Pero el piano es más que un instrumento; en palabras de Oliver Wendell Holmes, es una “caja maravillosa” llena tanto de esperanzas, anhelos y decepciones como de cuerdas, macillos y fieltro. Es un símbolo tan variable como la condición humana: puede representar el elegante refinamiento en una casa victoriana y la miseria y la promiscuidad en un burdel de Nueva Orleans.

Pensemos en el abanico de emociones, desde la euforia hasta el miedo e incluso el terror, que puede sentir un intérprete al ir superando los obstáculos técnicos que plantea el aprendizaje del piano, como la joven de la novela La pianista, de la premio Nobel Elfriede Jelinek: “Concentra toda su energía, despliega las alas y se lanza hacia adelante, hacia las teclas, que la reciben como la tierra recibe a un avión que cae en picado. Si no llega a alguna nota a la primera, la deja de lado. Saltarse notas es una sutil venganza contra sus torturadoras que nada saben de música, y le proporciona un leve estremecimiento de satisfacción”.

En cualquier caso, el piano también puede ejercer una atracción casi mística y seducir a los aficionados creando unos lazos de por vida. La magia, cuando sucede, es inexplicable. Incluso los técnicos que se encargan del mantenimiento del piano a veces dan la impresión de estar iniciados en un culto misterioso. “Un afinador es como un buen marido –afirma un personaje de la novela El afinador de pianos, de Daniel Mason–. Sabe escuchar y su tacto es de lo más delicado […]. Solo el afinador conoce el interior del piano”.

Las entrañas del piano son un invento milagroso. De madera y hierro fundido, con sus macillos y sus pivotes, pesa cerca de quinientos kilos y es capaz de sujetar con sus cuerdas una tensión de veintidós toneladas (el equivalente de unos veinte coches de tamaño medio).

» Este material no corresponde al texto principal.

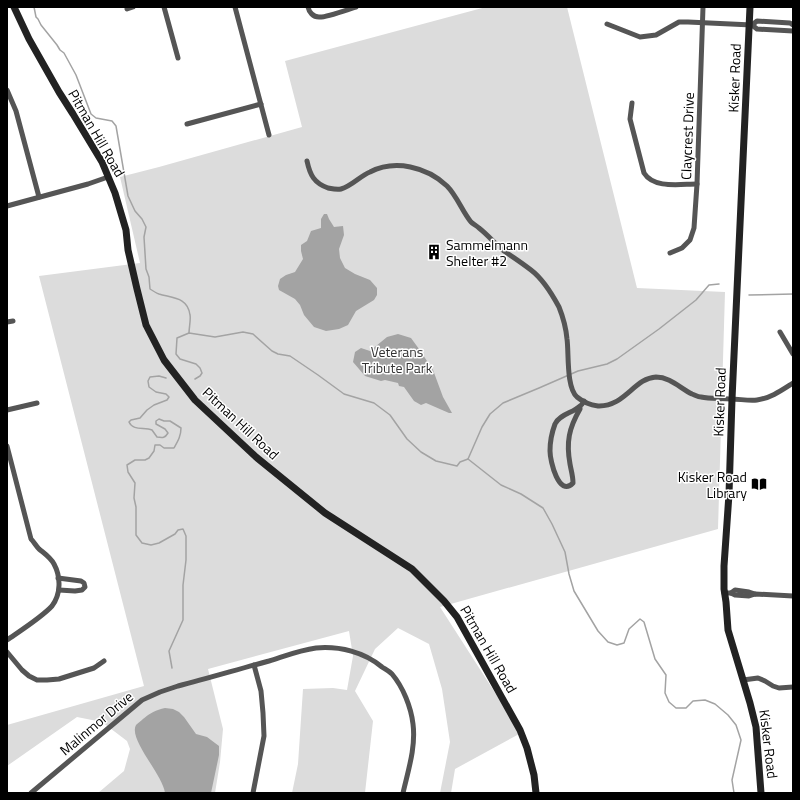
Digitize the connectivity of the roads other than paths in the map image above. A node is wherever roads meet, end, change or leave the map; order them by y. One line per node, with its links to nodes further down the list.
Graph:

Este majestuoso artilugio puede susurrar, cantar, tartamudear o gritar a voluntad del intérprete. Su registro abarca desde las notas más graves de la orquesta hasta las más agudas. Tiene la notable capacidad de interpretar música de cualquier periodo histórico y de cualquier estilo: fugas barrocas, ensoñaciones románticas, bocetos impresionistas, himnos eclesiásticos, montunos latinos, ritmos de jazz y frases de rock. Y durante el proceso, se va apropiando de todo ello.